(Stored items)
____
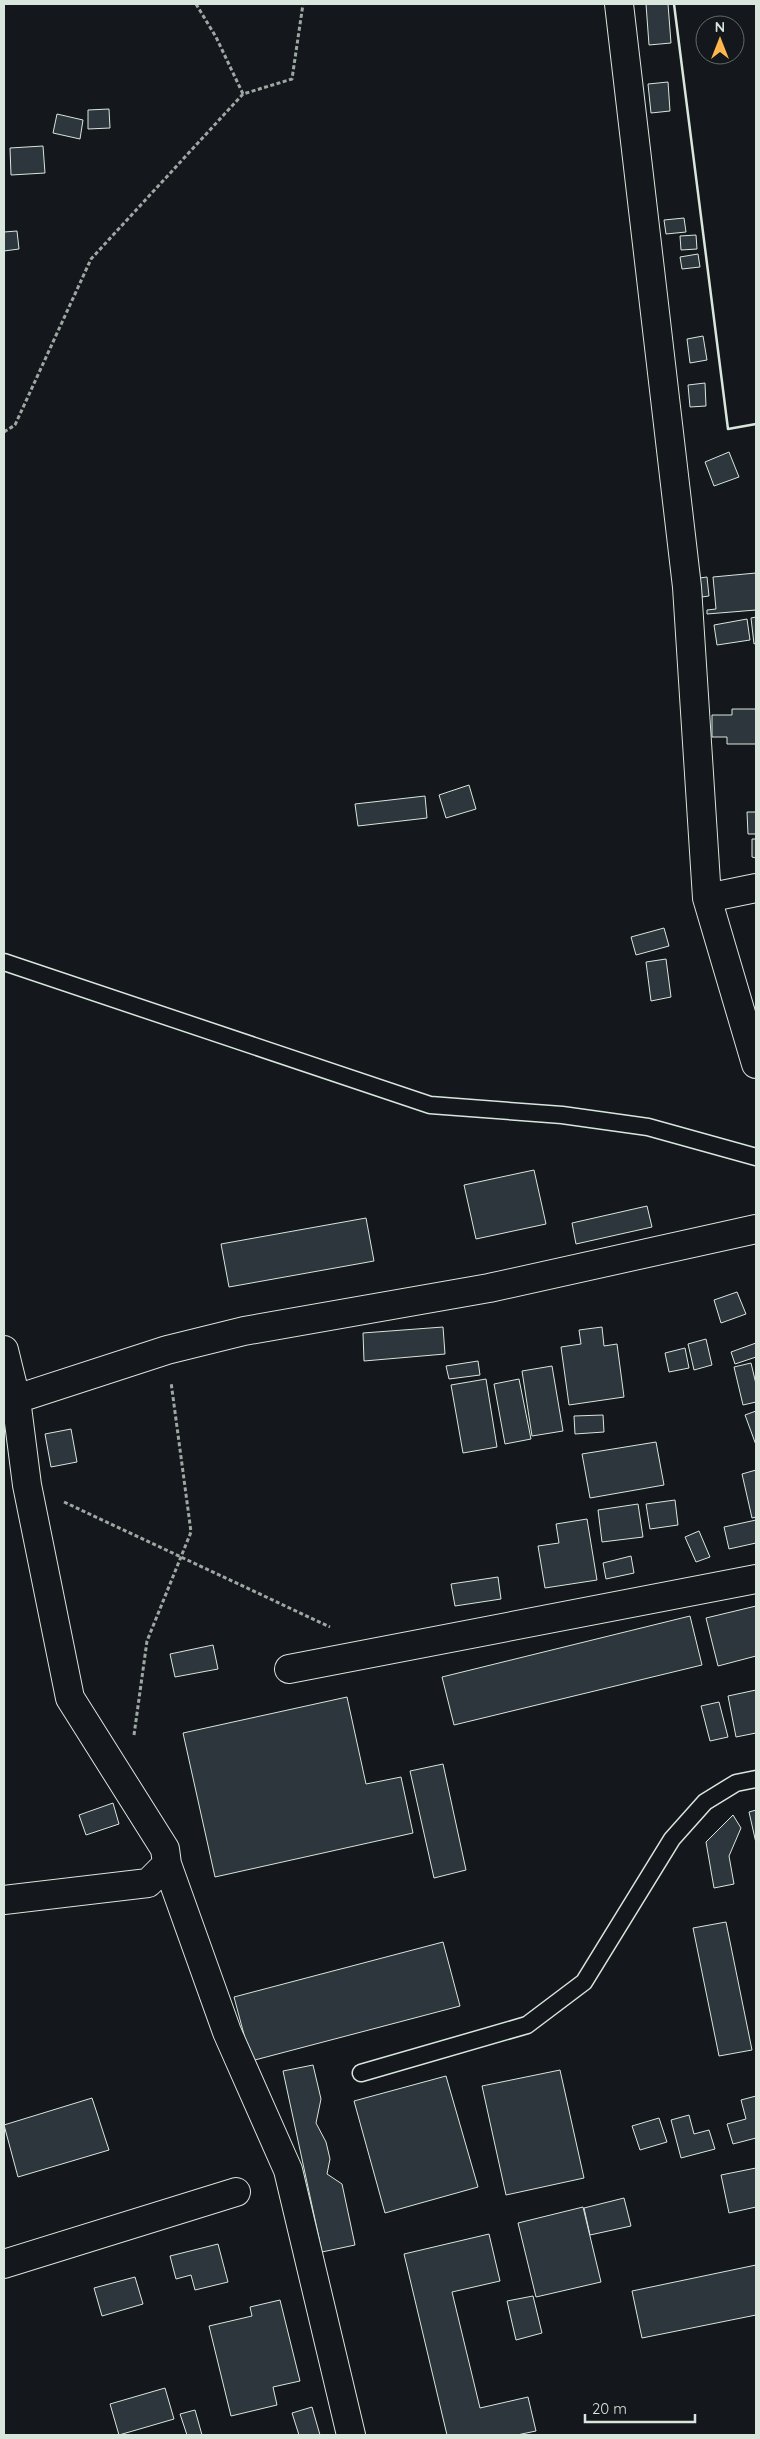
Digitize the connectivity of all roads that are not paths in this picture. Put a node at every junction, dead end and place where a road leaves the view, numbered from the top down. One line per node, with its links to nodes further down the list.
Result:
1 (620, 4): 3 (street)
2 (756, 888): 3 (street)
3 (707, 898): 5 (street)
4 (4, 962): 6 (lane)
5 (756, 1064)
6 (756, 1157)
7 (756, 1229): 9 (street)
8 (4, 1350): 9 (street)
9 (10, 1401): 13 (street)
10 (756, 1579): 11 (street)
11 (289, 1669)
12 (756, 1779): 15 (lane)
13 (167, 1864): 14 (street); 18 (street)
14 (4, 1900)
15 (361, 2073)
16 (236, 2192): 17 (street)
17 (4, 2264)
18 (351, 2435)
____
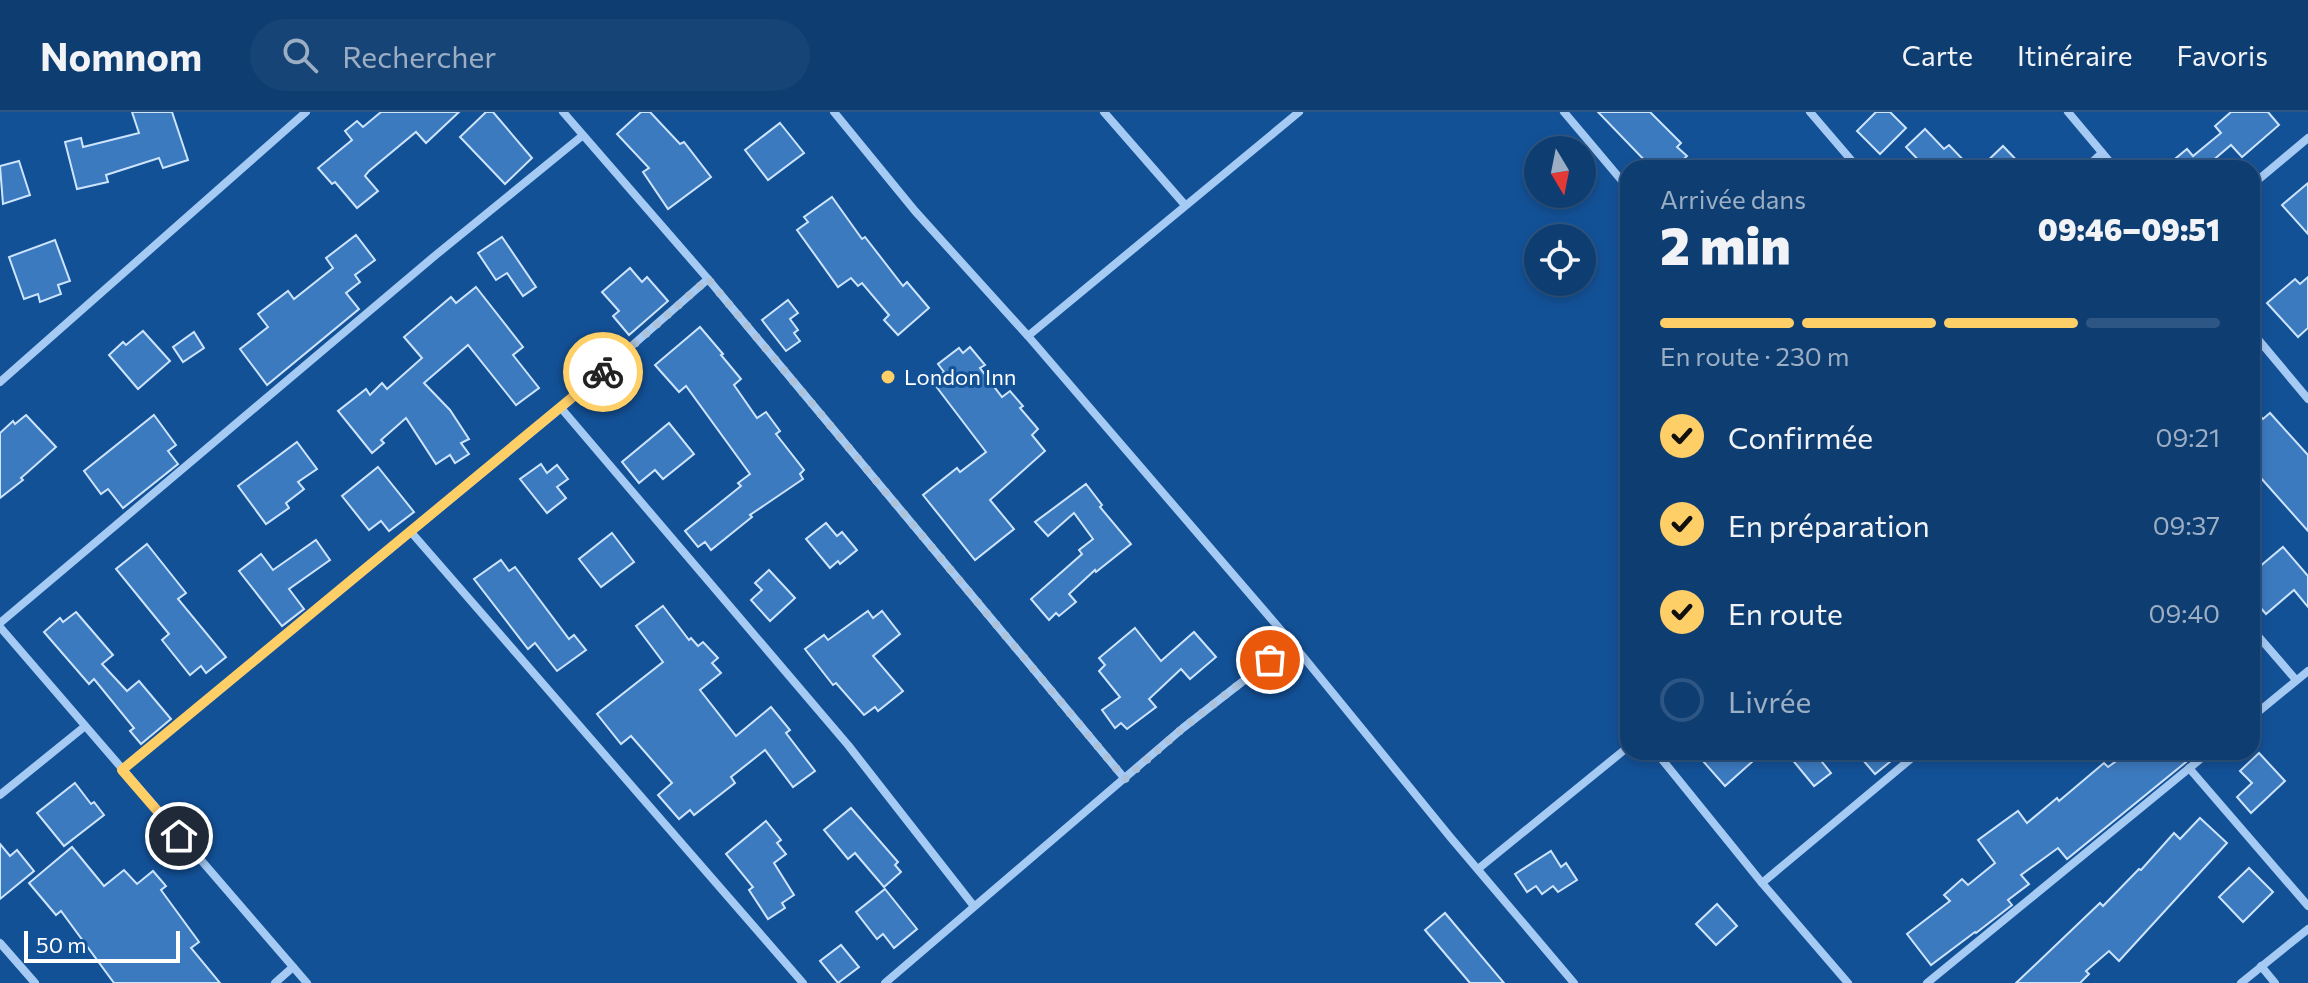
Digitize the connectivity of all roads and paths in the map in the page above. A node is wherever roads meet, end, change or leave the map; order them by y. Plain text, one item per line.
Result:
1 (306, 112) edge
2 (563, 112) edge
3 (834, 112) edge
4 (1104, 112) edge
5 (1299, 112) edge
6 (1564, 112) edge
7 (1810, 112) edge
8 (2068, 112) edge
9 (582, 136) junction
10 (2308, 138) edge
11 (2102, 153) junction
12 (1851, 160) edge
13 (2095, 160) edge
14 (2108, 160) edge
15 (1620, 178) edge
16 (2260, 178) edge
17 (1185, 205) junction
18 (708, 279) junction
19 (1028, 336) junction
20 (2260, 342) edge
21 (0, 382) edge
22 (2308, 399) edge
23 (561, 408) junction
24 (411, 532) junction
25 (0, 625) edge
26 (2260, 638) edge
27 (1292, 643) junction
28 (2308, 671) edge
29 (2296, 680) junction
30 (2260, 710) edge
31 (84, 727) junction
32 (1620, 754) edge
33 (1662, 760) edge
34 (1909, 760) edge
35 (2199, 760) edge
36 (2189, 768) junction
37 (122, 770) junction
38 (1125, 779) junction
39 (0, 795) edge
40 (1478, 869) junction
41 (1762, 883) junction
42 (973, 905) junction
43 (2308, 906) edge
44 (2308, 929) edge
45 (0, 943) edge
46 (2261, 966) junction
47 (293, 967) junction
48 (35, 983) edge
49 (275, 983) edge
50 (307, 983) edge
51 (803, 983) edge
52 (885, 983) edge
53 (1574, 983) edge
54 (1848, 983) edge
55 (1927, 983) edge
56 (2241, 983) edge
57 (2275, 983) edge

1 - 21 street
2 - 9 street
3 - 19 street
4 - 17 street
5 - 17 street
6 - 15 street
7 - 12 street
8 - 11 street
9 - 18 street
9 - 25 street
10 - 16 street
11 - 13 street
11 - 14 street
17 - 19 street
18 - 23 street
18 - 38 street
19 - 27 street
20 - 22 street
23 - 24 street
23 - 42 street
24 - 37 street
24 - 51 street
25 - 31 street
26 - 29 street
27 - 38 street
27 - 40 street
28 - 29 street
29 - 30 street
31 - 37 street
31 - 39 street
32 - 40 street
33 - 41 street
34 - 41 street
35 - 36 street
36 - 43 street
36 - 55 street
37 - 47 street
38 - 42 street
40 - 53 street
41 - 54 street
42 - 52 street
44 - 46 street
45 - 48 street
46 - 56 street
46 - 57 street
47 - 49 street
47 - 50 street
____
## What to produce:
Which of the lines above contain "Digitize"? Return them all.

## Answer space:
Digitize the connectivity of all roads that are not paths in this picture. Put a node at every junction, dead end and place where a road leaves the view, numbered from the top down. One line per node, with its links to nodes further down the list.
Digitize the connectivity of all roads and paths in the map in the page above. A node is wherever roads meet, end, change or leave the map; order them by y. Plain text, one item per line.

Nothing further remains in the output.